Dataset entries
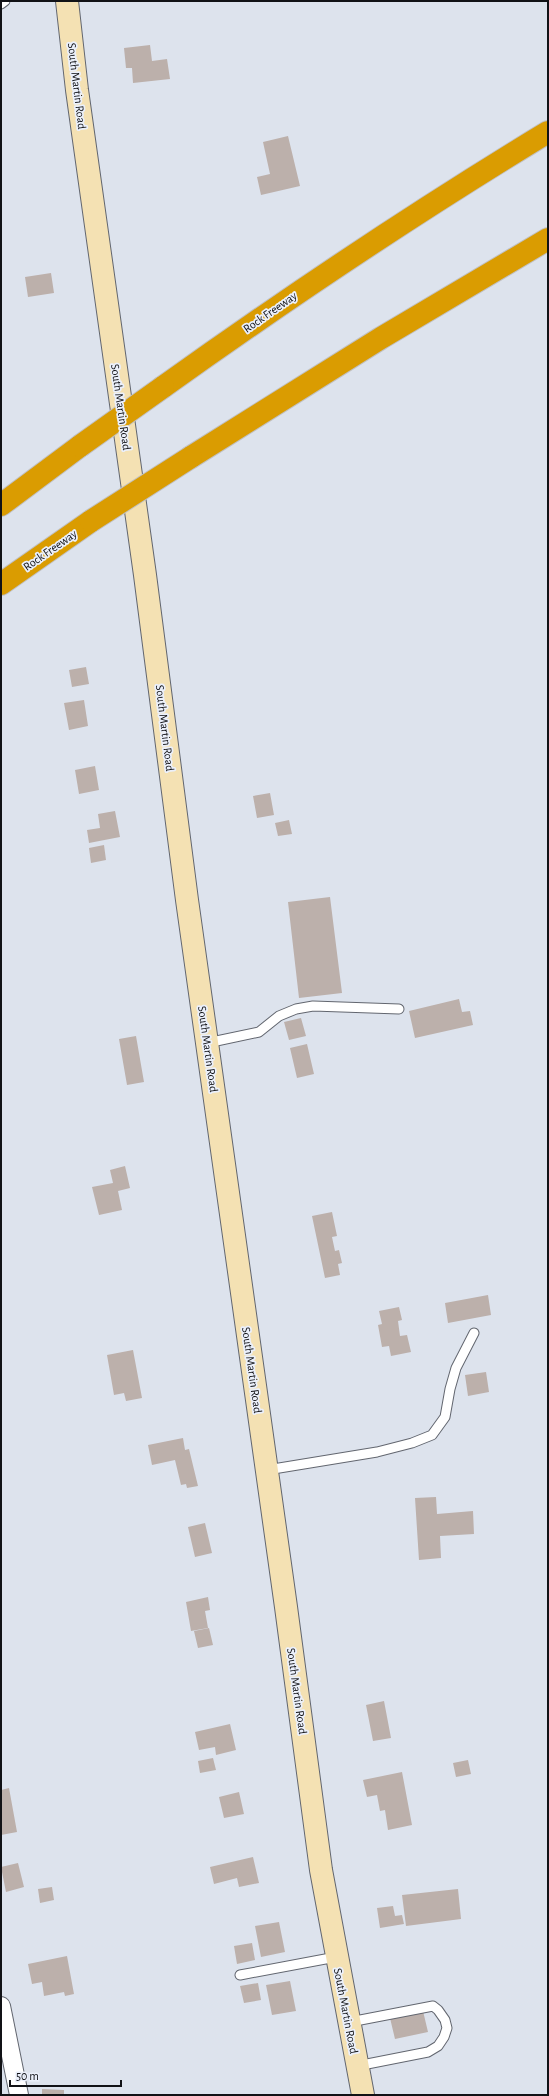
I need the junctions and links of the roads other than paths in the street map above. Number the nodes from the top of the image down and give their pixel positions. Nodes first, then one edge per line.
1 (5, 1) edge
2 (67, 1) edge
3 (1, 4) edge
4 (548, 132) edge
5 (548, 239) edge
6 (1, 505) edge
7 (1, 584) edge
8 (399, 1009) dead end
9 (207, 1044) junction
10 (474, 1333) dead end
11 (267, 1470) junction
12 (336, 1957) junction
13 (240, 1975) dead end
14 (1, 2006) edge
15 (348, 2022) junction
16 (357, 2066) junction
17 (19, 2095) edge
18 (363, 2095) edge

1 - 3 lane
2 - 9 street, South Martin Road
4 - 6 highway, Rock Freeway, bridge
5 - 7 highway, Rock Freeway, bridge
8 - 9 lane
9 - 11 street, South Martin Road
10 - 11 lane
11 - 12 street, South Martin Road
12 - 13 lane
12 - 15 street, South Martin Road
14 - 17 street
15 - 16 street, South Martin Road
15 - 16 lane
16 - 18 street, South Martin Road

PROBLEM DETAILS:
The answer is the full set of records printed exactly, less the pictures.

SOLUTION FOR THIS TASK:
I need the junctions and links of the roads other than paths in the street map above. Number the nodes from the top of the image down and give their pixel positions. Nodes first, then one edge per line.
1 (5, 1) edge
2 (67, 1) edge
3 (1, 4) edge
4 (548, 132) edge
5 (548, 239) edge
6 (1, 505) edge
7 (1, 584) edge
8 (399, 1009) dead end
9 (207, 1044) junction
10 (474, 1333) dead end
11 (267, 1470) junction
12 (336, 1957) junction
13 (240, 1975) dead end
14 (1, 2006) edge
15 (348, 2022) junction
16 (357, 2066) junction
17 (19, 2095) edge
18 (363, 2095) edge

1 - 3 lane
2 - 9 street, South Martin Road
4 - 6 highway, Rock Freeway, bridge
5 - 7 highway, Rock Freeway, bridge
8 - 9 lane
9 - 11 street, South Martin Road
10 - 11 lane
11 - 12 street, South Martin Road
12 - 13 lane
12 - 15 street, South Martin Road
14 - 17 street
15 - 16 street, South Martin Road
15 - 16 lane
16 - 18 street, South Martin Road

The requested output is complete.